Determine the number of lines in the data below that hold "البهى"; give nothing but that number.

──────── Records to use

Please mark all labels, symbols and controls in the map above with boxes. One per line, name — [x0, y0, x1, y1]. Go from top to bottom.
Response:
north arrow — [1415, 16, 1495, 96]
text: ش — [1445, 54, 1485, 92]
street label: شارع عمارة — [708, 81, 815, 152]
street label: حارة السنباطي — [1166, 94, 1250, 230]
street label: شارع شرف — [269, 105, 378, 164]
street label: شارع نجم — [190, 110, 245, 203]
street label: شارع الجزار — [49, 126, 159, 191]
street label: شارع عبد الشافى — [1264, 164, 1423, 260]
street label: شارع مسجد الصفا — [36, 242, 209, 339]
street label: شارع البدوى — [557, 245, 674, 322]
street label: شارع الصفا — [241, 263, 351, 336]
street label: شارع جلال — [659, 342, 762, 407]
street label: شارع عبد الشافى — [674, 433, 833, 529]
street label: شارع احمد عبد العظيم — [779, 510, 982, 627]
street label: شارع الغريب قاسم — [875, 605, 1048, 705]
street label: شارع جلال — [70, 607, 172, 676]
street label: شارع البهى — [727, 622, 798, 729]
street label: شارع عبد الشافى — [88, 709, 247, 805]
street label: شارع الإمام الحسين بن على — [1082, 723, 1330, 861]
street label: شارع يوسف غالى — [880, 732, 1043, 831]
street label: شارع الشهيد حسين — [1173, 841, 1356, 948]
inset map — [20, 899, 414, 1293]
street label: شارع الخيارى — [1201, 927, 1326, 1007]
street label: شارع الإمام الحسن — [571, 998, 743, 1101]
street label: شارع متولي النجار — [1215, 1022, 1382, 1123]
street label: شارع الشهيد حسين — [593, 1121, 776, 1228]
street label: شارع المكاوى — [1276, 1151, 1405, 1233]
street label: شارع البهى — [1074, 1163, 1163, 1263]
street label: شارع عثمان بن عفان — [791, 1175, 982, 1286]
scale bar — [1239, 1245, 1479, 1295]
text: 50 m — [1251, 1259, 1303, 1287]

────────────────

■ Your solution:
2